Die Zeiten ändern sich, auch oder gerade in der schnelllebigen IT-Sicherheitslandschaft. KI hat eine neue Dimension in den Kampf „Gut gegen Böse“ gebracht, aber insgesamt gilt auch hier, was schon immer galt: Erfahrung macht tendenziell klüger.
Mancheiner will die Welt brennen sehen – und sei es nur ein Datacenter.
(Bild: Midjourney / KI-generiert)
Die IT-Sicherheitslandschaft verändert sich rasant. Künstliche Intelligenz automatisiert Angriffe, Scriptkiddies nutzen vorgefertigte Tools und staatliche Akteure betreiben hochentwickelte Cyberoperationen. In diesem Umfeld reicht es nicht mehr, nur auf Standardlösungen zu setzen. Wer lange genug am Markt ist, kann einschätzen, wie sich die neuen Begleitumstände in der Gesamtgemengelage auf die IT-Strategie auswirken sollten. Mit mehr als einem Vierteljahrhundert Branchenerfahrung kann man im Systemhaus Sector27 aus dem Ruhrgebiet mit deutschlandweitem Einsatzgebiet auf einen gewissen Erfahrungsschatz zurückblicken.
Omnipräsente KI
Harald Kiy, Geschäftsführer, Sector27
(Bild: Sector27)
Ein Thema, das die IT-Landschaft umpflügt wie kein anderes, ist die Künstliche Intelligenz. Auf der einen Seite verändern sich durch KI die Angriffe und auf der anderen Seite die Abwehrmaßnahmen. „Für beide Seiten, Gut und Böse, wird der Einsatz von KI auch Veränderungen bei Cyberangriffen und deren Abwehr mit sich bringen“, sagt Harald Kiy, Geschäftsführer bei Sector27 und präzisiert: „Das Prinzip, dass ein Angriff auf die IT mit Hilfe von KI in der Regel einen Schritt voraus ist, wird sich wohl auch mit Hilfe von KI bei der Abwehr einer Cyberattacke wahrscheinlich nicht umkehren lassen.“ Aber vielleicht nähert sich Abwehr von Angriffen auf die IT mit Hilfe von Künstlicher Intelligenz dem „Hase-und-Igel-Prinzip“ an, so Kiy. Hier ist der Hase zwar schneller, aber der Igel hat die bessere Strategie, um das Rennen zu gewinnen.

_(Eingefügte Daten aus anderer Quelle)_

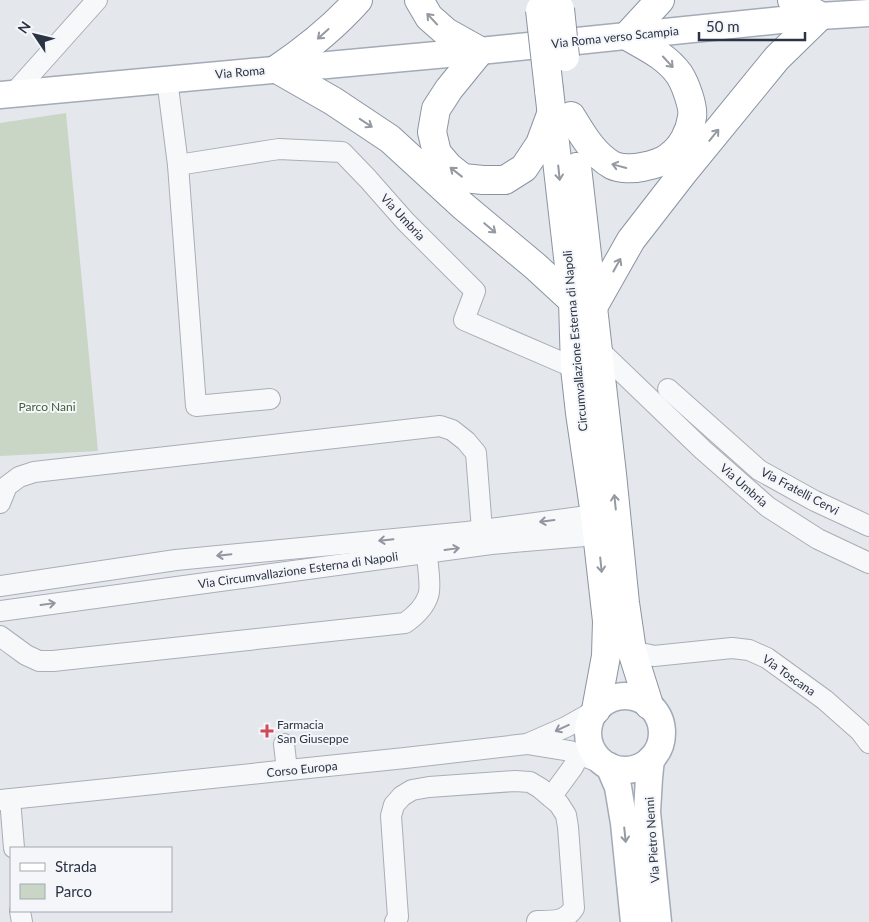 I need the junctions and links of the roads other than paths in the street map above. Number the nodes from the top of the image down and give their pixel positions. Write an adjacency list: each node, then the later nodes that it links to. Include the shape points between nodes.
1 (97, 0): 13 (street)
2 (358, 0): 11 (highway, one-way to 11, via 302,52)
3 (420, 0): 10 (highway, one-way to 3, via 446,32 429,17)
4 (660, 0): 9 (highway)
5 (792, 0): 8 (highway)
6 (550, 5): 14 (highway, Circumvallazione Esterna di Napoli, bridge)
7 (869, 12): 8 (main road, Via Roma verso Scampia)
8 (820, 16): 9 (main road, Via Roma verso Scampia); 16 (highway, one-way to 8, via 683,173 777,58)
9 (627, 36): 10 (main road, Via Roma verso Scampia); 14 (highway, one-way to 14, via 662,56 679,74 688,92 693,116 684,140 670,156 654,165 634,169 614,166 600,157)
10 (480, 50): 11 (main road, Via Roma); 14 (highway, one-way to 10, via 540,144 524,168 505,180 463,178 437,153 432,132 436,109)
11 (277, 69): 12 (main road, Via Roma); 16 (highway, one-way to 16, via 390,138 463,206)
12 (167, 79): 13 (main road, Via Roma); 15 (street)
13 (7, 94)
14 (560, 101): 16 (highway, Circumvallazione Esterna di Napoli)
15 (178, 165): 18 (street, Via Umbria, via 279,149 342,152 475,291 464,320); 22 (street, via 196,406)
16 (583, 304): 17 (highway, Circumvallazione Esterna di Napoli); 18 (highway, Circumvallazione Esterna di Napoli)
17 (598, 349): 19 (street, Via Umbria); 21 (highway, Circumvallazione Esterna di Napoli)
18 (575, 368): 24 (highway, Circumvallazione Esterna di Napoli)
19 (635, 385): 21 (street); 28 (street, Via Umbria, via 768,507 818,538)
20 (668, 389): 25 (street, Via Fratelli Cervi, via 759,470)
21 (603, 397): 32 (highway, Circumvallazione Esterna di Napoli, one-way to 21, via 624,603)
22 (270, 398)
23 (0, 503): 26 (street, via 7,486 18,477 34,472 440,426 452,430 476,453)
24 (596, 525): 26 (street, Via Circumvallazione Esterna di Napoli, one-way to 26); 27 (street, Via Circumvallazione Esterna di Napoli, one-way to 24, via 491,544); 34 (highway, Circumvallazione Esterna di Napoli, one-way to 34, via 607,621 606,656)
25 (869, 526)
26 (482, 530): 27 (street, Via Circumvallazione Esterna di Napoli)
27 (426, 544): 29 (street, Via Circumvallazione Esterna di Napoli, one-way to 29, via 176,560); 30 (street, Via Circumvallazione Esterna di Napoli, one-way to 27); 31 (street, via 429,594 416,616 405,624 53,661 39,661 26,656)
28 (869, 563)
29 (0, 586)
30 (0, 611)
31 (0, 636)
32 (632, 651): 33 (highway, Circumvallazione Esterna di Napoli); 37 (street, Via Toscana, via 654,656 732,648 749,650 767,658 824,700 860,731)
33 (650, 705): 34 (main road, via 621,696 604,702); 39 (main road, via 657,714 662,737)
34 (596, 710): 36 (street, Corso Europa, one-way to 36); 40 (main road, via 590,720 589,741 593,751)
35 (284, 744): 41 (street)
36 (527, 744): 38 (street); 41 (street, Corso Europa)
37 (869, 744)
38 (579, 755): 40 (street); 42 (street)
39 (651, 759): 40 (main road, via 631,769); 48 (main road, Via Pietro Nenni, via 647,812)
40 (608, 766): 47 (main road, Via Pietro Nenni, one-way to 47, via 618,787)
41 (287, 770): 43 (street, Corso Europa)
42 (551, 798): 45 (street, via 530,782 515,781 429,787 412,790 402,796 394,805 391,816 398,917); 46 (street, via 566,815 574,908 562,921)
43 (5, 799): 44 (street)
44 (14, 847)
45 (395, 922)
46 (537, 922)
47 (634, 922)
48 (658, 922)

Vielleicht nähern wir uns bei der Abwehr von Angriffen auf die IT mithilfe von Künstlicher Intelligenz dem ‚Hase-und- Igel-Prinzip‘ an.

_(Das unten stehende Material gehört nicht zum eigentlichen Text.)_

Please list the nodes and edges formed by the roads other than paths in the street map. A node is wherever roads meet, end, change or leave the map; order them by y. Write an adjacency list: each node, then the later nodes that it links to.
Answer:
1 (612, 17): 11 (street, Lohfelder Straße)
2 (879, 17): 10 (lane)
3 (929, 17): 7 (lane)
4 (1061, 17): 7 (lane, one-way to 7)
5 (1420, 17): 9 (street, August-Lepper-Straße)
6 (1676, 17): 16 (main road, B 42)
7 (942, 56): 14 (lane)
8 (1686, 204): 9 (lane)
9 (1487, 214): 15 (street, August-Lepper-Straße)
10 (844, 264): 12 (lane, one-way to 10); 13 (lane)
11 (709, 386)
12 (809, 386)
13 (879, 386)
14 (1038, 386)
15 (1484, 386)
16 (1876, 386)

Harald Kiy, Geschäftsführer bei Sector27
Angreifer und Verteidiger
Künstliche Intelligenz verändert die IT-Security grundlegend – sowohl auf Seiten der Angreifer als auch der Verteidiger. Sie ermöglicht eine schnellere und präzisere Bedrohungserkennung, indem sie Netzwerkverkehr analysiert und Anomalien erkennt, bevor herkömmliche Systeme Alarm schlagen. Gleichzeitig nutzen Cyberkriminelle KI, um Phishing-Mails realistischer zu gestalten, Schwachstellen automatisiert zu finden oder Schadsoftware so zu tarnen, dass sie herkömmlichen Sicherheitslösungen entgeht. Auch im Identitäts- und Zugriffsmanagement spielt KI eine immer größere Rolle, etwa indem sie verdächtige Logins erkennt oder Multi-Faktor-Authentifizierung dynamisch anpasst. Zudem beschleunigt KI die Reaktion auf Sicherheitsvorfälle, indem sie automatisiert Gegenmaßnahmen einleitet. Doch während Unternehmen KI nutzen, um sich besser zu schützen, setzen Angreifer sie für Social Engineering, Deepfakes und personalisierte Betrugsversuche ein. Die IT-Sicherheitslandschaft wird dadurch komplexer – und nur, wer sich diesem Wandel aktiv anpasst, bleibt langfristig geschützt.
Mobile Endgeräte im Fokus
Wer Hacker draußen halten will, muss ein Stück weit selbst einer sein.
(Bild: Midjourney / KI-generiert)
Der Geschäftsführer findet es bemerkenswert, wie häufig ihm die Einstellung begegnet, dass man die IT nicht weiter absichern müsse, weil ja bisher noch nichts passiert sei. „Das begegnet uns quer durch alle Firmen- oder öffentlichen Behördengrößen hinweg, und das egal wie sicherheitskritisch der Firmen- oder öffentliche Behördenzweck ist.“ Einer der Schwerpunkte seines Systemhauses ist die Integration mobiler Endgeräte in Unternehmens- oder Behördenstrukturen. „Obwohl inzwischen mehr als 80 Prozent aller Cyberattacken nachweislich auf mobile Endgeräte abzielen, findet sich das Thema Abwehr nur sehr selten in Ausschreibungen oder Projektanfragen“, berichtet der Manager aus der Praxis.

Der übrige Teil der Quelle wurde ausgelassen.